MOW
Imprisonment in the dark, illy lighted, poorly ventilated cavern weighed heavily upon Tanar of Pellucidar, and he knew that it was long for he had eaten and slept many times and though other Coripi prisoners were brought from time to time there seemed not to be enough to satisfy Xax’s bloody craving for flesh.
Tanar had been glad of the companionship of Jude, though he never thoroughly understood the man, whose sour and unhappy disposition was so unlike his own. Jude apparently hated and mistrusted everyone, for even in speaking of the people of his own island he mentioned no one except in terms of bitterness and hatred, but this attitude Tanar generously attributed to the effect upon the mind of the Himean of his long and terrible incarceration among the creatures of the underworld, an experience which he was fully convinced might easily affect and unbalance a weak mind.

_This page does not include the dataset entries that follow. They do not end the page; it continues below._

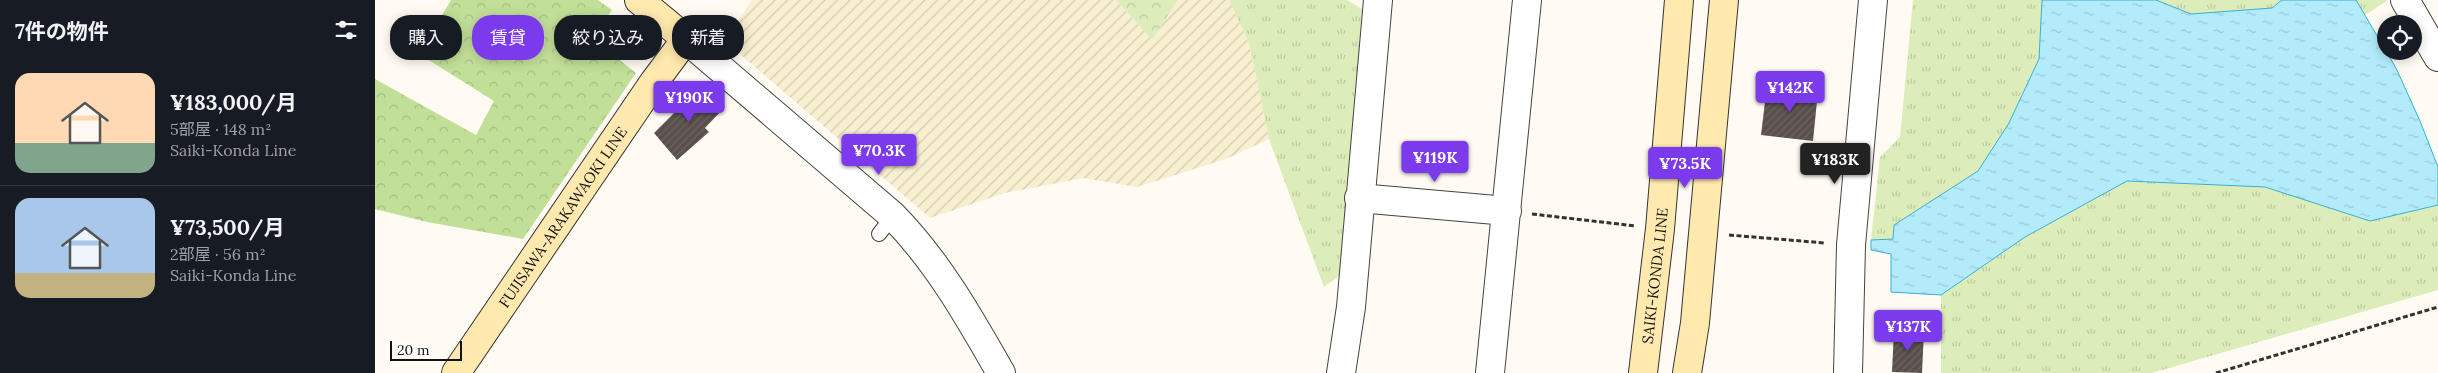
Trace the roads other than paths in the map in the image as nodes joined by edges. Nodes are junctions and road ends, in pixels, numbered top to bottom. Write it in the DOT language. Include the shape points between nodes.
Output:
graph roads {
  1 [pos="639,0"];
  2 [pos="1527,0"];
  3 [pos="1679,0"];
  4 [pos="1724,0"];
  5 [pos="1873,0"];
  6 [pos="2405,0"];
  7 [pos="1373,2"];
  8 [pos="672,27"];
  9 [pos="2438,57"];
  10 [pos="672,58"];
  11 [pos="709,60"];
  12 [pos="1359,198"];
  13 [pos="1507,211"];
  14 [pos="455,373"];
  15 [pos="1001,373"];
  16 [pos="1341,373"];
  17 [pos="1490,373"];
  18 [pos="1643,373"];
  19 [pos="1687,373"];
  20 [pos="1848,373"];
  1 -- 8 [label="street"];
  2 -- 13 [label="street"];
  3 -- 18 [label="street, SAIKI-KONDA LINE" via="1660,229"];
  4 -- 19 [label="street" via="1695,323"];
  5 -- 20 [label="street" via="1851,245"];
  6 -- 9 [label="street"];
  7 -- 12 [label="street"];
  10 -- 14 [label="street, FUJISAWA-ARAKAWAOKI LINE"];
  11 -- 15 [label="street" via="886,225 914,238 960,301"];
  12 -- 13 [label="street"];
  12 -- 16 [label="street" via="1351,307"];
  13 -- 17 [label="street"];
}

Even in the breasts of some of the Coripi prisoners Tanar managed to arouse sentiments somewhat analogous to friendship.
Among the latter was a young Coripi named Mow from the grotto of Ictl, who hated all the Coripies from the grotto of Xax and seemed suspicious of those from other grottoes.
Though the creatures seemed endowed with few human attributes or characteristics, yet it was apparent to Tanar that they set a certain value upon companionship, and being denied this among the creatures of his own kind Mow gradually turned to Tanar, whose courageous and happy spirit had not been entirely dampened by his lot.
Jude would have nothing to do with Mow or any other of the Coripies and he reproached Tanar for treating them in a friendly manner.
“We are all prisoners together,” Tanar reminded him, “and they will suffer the same fate as we. It will neither lessen our danger nor add to our peace of mind to quarrel with our fellow prisoners, and I, for my part, find it interesting to talk with them about this strange world which they inhabit.”
And, indeed, Tanar had learned many interesting things about the Coripies. Through his association with Mow he had discovered that the creatures were color blind, seeing everything in blacks and whites and grays through the skin that covered their great eyeballs. He learned also that owing to the restricted amount of food at their command it had been necessary to restrict their number, and to this end it had become customary to destroy women who gave birth to too many children, the third child being equivalent to a death sentence for the mother.
He learned also that among these unhappy Coripies there were no diversions and no aim in life other than eating. So eager and unvaried was their diet of fish and toads and lizards that the promise of warm flesh was the only great event in the tiresome monotony of their deadly existence.